[Saved data entries]

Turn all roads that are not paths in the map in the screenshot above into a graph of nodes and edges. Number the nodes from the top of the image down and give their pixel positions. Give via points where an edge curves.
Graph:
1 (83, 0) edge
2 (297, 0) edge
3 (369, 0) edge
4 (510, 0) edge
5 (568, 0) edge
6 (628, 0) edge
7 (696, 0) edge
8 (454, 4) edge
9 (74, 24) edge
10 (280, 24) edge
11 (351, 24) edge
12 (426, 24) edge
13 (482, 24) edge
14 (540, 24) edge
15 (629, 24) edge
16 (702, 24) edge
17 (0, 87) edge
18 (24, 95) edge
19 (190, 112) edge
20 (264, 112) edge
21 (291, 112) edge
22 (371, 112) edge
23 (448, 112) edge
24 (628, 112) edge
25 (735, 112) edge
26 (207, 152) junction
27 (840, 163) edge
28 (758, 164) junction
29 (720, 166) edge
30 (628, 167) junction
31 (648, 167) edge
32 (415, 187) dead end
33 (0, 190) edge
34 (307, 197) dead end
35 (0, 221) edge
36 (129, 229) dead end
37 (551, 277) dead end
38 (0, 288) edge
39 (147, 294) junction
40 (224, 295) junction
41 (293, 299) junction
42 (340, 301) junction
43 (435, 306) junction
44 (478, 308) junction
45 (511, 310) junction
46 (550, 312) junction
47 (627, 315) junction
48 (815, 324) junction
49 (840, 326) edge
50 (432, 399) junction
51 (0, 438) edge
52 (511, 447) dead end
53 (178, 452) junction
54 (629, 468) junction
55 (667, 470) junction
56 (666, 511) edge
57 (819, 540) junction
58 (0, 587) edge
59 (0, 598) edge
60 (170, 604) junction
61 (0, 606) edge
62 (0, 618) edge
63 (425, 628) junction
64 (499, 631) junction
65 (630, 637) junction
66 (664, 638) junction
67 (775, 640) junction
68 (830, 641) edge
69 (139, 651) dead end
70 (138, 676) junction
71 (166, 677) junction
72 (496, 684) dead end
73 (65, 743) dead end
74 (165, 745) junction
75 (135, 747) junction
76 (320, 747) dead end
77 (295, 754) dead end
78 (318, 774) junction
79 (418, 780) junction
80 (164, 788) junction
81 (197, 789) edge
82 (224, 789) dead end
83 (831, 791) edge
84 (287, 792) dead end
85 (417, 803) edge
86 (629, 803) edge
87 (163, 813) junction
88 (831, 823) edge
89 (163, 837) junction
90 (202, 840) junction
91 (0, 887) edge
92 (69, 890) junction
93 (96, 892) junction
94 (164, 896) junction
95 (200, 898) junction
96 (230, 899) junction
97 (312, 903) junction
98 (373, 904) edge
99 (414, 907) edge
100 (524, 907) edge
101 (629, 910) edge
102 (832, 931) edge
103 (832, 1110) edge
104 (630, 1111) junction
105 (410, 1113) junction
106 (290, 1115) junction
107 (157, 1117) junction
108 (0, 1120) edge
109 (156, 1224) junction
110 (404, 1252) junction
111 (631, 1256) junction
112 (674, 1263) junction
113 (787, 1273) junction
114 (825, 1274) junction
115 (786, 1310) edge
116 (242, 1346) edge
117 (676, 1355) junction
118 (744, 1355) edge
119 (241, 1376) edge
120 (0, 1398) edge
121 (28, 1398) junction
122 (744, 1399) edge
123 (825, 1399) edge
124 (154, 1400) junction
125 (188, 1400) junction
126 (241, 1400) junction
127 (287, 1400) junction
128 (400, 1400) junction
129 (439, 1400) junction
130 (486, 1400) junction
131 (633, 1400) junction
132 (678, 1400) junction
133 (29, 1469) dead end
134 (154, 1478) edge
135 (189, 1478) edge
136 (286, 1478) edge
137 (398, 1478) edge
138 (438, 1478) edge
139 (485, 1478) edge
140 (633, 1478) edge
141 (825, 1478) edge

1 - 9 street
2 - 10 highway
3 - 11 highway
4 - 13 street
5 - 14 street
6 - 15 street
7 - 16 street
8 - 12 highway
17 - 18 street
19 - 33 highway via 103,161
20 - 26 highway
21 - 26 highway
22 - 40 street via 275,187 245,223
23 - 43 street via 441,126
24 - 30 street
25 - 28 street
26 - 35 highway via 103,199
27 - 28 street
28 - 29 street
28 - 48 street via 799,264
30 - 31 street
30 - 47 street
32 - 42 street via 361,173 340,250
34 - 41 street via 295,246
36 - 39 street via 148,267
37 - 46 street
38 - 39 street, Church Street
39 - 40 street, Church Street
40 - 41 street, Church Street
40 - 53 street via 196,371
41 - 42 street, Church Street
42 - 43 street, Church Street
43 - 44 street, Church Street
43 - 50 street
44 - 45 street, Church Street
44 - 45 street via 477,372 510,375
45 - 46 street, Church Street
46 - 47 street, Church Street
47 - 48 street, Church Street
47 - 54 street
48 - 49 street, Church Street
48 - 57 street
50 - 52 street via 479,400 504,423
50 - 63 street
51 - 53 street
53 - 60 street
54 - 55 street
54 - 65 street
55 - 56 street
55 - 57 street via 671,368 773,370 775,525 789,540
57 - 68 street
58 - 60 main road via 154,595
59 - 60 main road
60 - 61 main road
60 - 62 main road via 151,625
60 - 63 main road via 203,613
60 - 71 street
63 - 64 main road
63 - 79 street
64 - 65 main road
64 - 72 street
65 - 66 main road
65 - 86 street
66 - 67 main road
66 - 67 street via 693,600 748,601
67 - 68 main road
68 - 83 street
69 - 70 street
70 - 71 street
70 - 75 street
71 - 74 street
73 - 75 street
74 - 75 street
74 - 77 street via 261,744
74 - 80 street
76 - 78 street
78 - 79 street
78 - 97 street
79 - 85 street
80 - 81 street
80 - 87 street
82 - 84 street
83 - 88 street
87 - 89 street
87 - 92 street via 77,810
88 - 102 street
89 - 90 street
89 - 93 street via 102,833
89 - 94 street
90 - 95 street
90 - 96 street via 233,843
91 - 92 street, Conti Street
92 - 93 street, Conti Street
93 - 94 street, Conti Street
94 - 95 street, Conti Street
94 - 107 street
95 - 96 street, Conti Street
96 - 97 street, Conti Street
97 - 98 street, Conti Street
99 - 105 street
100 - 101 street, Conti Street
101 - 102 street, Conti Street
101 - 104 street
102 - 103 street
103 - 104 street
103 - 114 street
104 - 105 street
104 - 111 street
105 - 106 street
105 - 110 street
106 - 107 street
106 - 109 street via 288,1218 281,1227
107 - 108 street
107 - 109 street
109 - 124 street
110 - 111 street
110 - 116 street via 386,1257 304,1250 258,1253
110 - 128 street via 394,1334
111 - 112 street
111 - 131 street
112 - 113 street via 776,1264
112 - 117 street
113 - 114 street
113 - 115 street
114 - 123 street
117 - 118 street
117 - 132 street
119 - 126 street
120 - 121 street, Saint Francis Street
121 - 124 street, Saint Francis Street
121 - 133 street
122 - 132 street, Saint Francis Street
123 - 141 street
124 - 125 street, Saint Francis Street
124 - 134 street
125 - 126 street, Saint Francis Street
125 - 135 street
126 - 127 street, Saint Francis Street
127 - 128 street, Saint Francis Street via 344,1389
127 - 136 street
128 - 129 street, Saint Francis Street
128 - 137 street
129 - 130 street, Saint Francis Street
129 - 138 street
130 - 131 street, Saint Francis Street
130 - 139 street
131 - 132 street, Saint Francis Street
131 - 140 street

* [Work order]: Repeat each entry exactly.

* [Response to this task]:
Turn all roads that are not paths in the map in the screenshot above into a graph of nodes and edges. Number the nodes from the top of the image down and give their pixel positions. Give via points where an edge curves.
Graph:
1 (83, 0) edge
2 (297, 0) edge
3 (369, 0) edge
4 (510, 0) edge
5 (568, 0) edge
6 (628, 0) edge
7 (696, 0) edge
8 (454, 4) edge
9 (74, 24) edge
10 (280, 24) edge
11 (351, 24) edge
12 (426, 24) edge
13 (482, 24) edge
14 (540, 24) edge
15 (629, 24) edge
16 (702, 24) edge
17 (0, 87) edge
18 (24, 95) edge
19 (190, 112) edge
20 (264, 112) edge
21 (291, 112) edge
22 (371, 112) edge
23 (448, 112) edge
24 (628, 112) edge
25 (735, 112) edge
26 (207, 152) junction
27 (840, 163) edge
28 (758, 164) junction
29 (720, 166) edge
30 (628, 167) junction
31 (648, 167) edge
32 (415, 187) dead end
33 (0, 190) edge
34 (307, 197) dead end
35 (0, 221) edge
36 (129, 229) dead end
37 (551, 277) dead end
38 (0, 288) edge
39 (147, 294) junction
40 (224, 295) junction
41 (293, 299) junction
42 (340, 301) junction
43 (435, 306) junction
44 (478, 308) junction
45 (511, 310) junction
46 (550, 312) junction
47 (627, 315) junction
48 (815, 324) junction
49 (840, 326) edge
50 (432, 399) junction
51 (0, 438) edge
52 (511, 447) dead end
53 (178, 452) junction
54 (629, 468) junction
55 (667, 470) junction
56 (666, 511) edge
57 (819, 540) junction
58 (0, 587) edge
59 (0, 598) edge
60 (170, 604) junction
61 (0, 606) edge
62 (0, 618) edge
63 (425, 628) junction
64 (499, 631) junction
65 (630, 637) junction
66 (664, 638) junction
67 (775, 640) junction
68 (830, 641) edge
69 (139, 651) dead end
70 (138, 676) junction
71 (166, 677) junction
72 (496, 684) dead end
73 (65, 743) dead end
74 (165, 745) junction
75 (135, 747) junction
76 (320, 747) dead end
77 (295, 754) dead end
78 (318, 774) junction
79 (418, 780) junction
80 (164, 788) junction
81 (197, 789) edge
82 (224, 789) dead end
83 (831, 791) edge
84 (287, 792) dead end
85 (417, 803) edge
86 (629, 803) edge
87 (163, 813) junction
88 (831, 823) edge
89 (163, 837) junction
90 (202, 840) junction
91 (0, 887) edge
92 (69, 890) junction
93 (96, 892) junction
94 (164, 896) junction
95 (200, 898) junction
96 (230, 899) junction
97 (312, 903) junction
98 (373, 904) edge
99 (414, 907) edge
100 (524, 907) edge
101 (629, 910) edge
102 (832, 931) edge
103 (832, 1110) edge
104 (630, 1111) junction
105 (410, 1113) junction
106 (290, 1115) junction
107 (157, 1117) junction
108 (0, 1120) edge
109 (156, 1224) junction
110 (404, 1252) junction
111 (631, 1256) junction
112 (674, 1263) junction
113 (787, 1273) junction
114 (825, 1274) junction
115 (786, 1310) edge
116 (242, 1346) edge
117 (676, 1355) junction
118 (744, 1355) edge
119 (241, 1376) edge
120 (0, 1398) edge
121 (28, 1398) junction
122 (744, 1399) edge
123 (825, 1399) edge
124 (154, 1400) junction
125 (188, 1400) junction
126 (241, 1400) junction
127 (287, 1400) junction
128 (400, 1400) junction
129 (439, 1400) junction
130 (486, 1400) junction
131 (633, 1400) junction
132 (678, 1400) junction
133 (29, 1469) dead end
134 (154, 1478) edge
135 (189, 1478) edge
136 (286, 1478) edge
137 (398, 1478) edge
138 (438, 1478) edge
139 (485, 1478) edge
140 (633, 1478) edge
141 (825, 1478) edge

1 - 9 street
2 - 10 highway
3 - 11 highway
4 - 13 street
5 - 14 street
6 - 15 street
7 - 16 street
8 - 12 highway
17 - 18 street
19 - 33 highway via 103,161
20 - 26 highway
21 - 26 highway
22 - 40 street via 275,187 245,223
23 - 43 street via 441,126
24 - 30 street
25 - 28 street
26 - 35 highway via 103,199
27 - 28 street
28 - 29 street
28 - 48 street via 799,264
30 - 31 street
30 - 47 street
32 - 42 street via 361,173 340,250
34 - 41 street via 295,246
36 - 39 street via 148,267
37 - 46 street
38 - 39 street, Church Street
39 - 40 street, Church Street
40 - 41 street, Church Street
40 - 53 street via 196,371
41 - 42 street, Church Street
42 - 43 street, Church Street
43 - 44 street, Church Street
43 - 50 street
44 - 45 street, Church Street
44 - 45 street via 477,372 510,375
45 - 46 street, Church Street
46 - 47 street, Church Street
47 - 48 street, Church Street
47 - 54 street
48 - 49 street, Church Street
48 - 57 street
50 - 52 street via 479,400 504,423
50 - 63 street
51 - 53 street
53 - 60 street
54 - 55 street
54 - 65 street
55 - 56 street
55 - 57 street via 671,368 773,370 775,525 789,540
57 - 68 street
58 - 60 main road via 154,595
59 - 60 main road
60 - 61 main road
60 - 62 main road via 151,625
60 - 63 main road via 203,613
60 - 71 street
63 - 64 main road
63 - 79 street
64 - 65 main road
64 - 72 street
65 - 66 main road
65 - 86 street
66 - 67 main road
66 - 67 street via 693,600 748,601
67 - 68 main road
68 - 83 street
69 - 70 street
70 - 71 street
70 - 75 street
71 - 74 street
73 - 75 street
74 - 75 street
74 - 77 street via 261,744
74 - 80 street
76 - 78 street
78 - 79 street
78 - 97 street
79 - 85 street
80 - 81 street
80 - 87 street
82 - 84 street
83 - 88 street
87 - 89 street
87 - 92 street via 77,810
88 - 102 street
89 - 90 street
89 - 93 street via 102,833
89 - 94 street
90 - 95 street
90 - 96 street via 233,843
91 - 92 street, Conti Street
92 - 93 street, Conti Street
93 - 94 street, Conti Street
94 - 95 street, Conti Street
94 - 107 street
95 - 96 street, Conti Street
96 - 97 street, Conti Street
97 - 98 street, Conti Street
99 - 105 street
100 - 101 street, Conti Street
101 - 102 street, Conti Street
101 - 104 street
102 - 103 street
103 - 104 street
103 - 114 street
104 - 105 street
104 - 111 street
105 - 106 street
105 - 110 street
106 - 107 street
106 - 109 street via 288,1218 281,1227
107 - 108 street
107 - 109 street
109 - 124 street
110 - 111 street
110 - 116 street via 386,1257 304,1250 258,1253
110 - 128 street via 394,1334
111 - 112 street
111 - 131 street
112 - 113 street via 776,1264
112 - 117 street
113 - 114 street
113 - 115 street
114 - 123 street
117 - 118 street
117 - 132 street
119 - 126 street
120 - 121 street, Saint Francis Street
121 - 124 street, Saint Francis Street
121 - 133 street
122 - 132 street, Saint Francis Street
123 - 141 street
124 - 125 street, Saint Francis Street
124 - 134 street
125 - 126 street, Saint Francis Street
125 - 135 street
126 - 127 street, Saint Francis Street
127 - 128 street, Saint Francis Street via 344,1389
127 - 136 street
128 - 129 street, Saint Francis Street
128 - 137 street
129 - 130 street, Saint Francis Street
129 - 138 street
130 - 131 street, Saint Francis Street
130 - 139 street
131 - 132 street, Saint Francis Street
131 - 140 street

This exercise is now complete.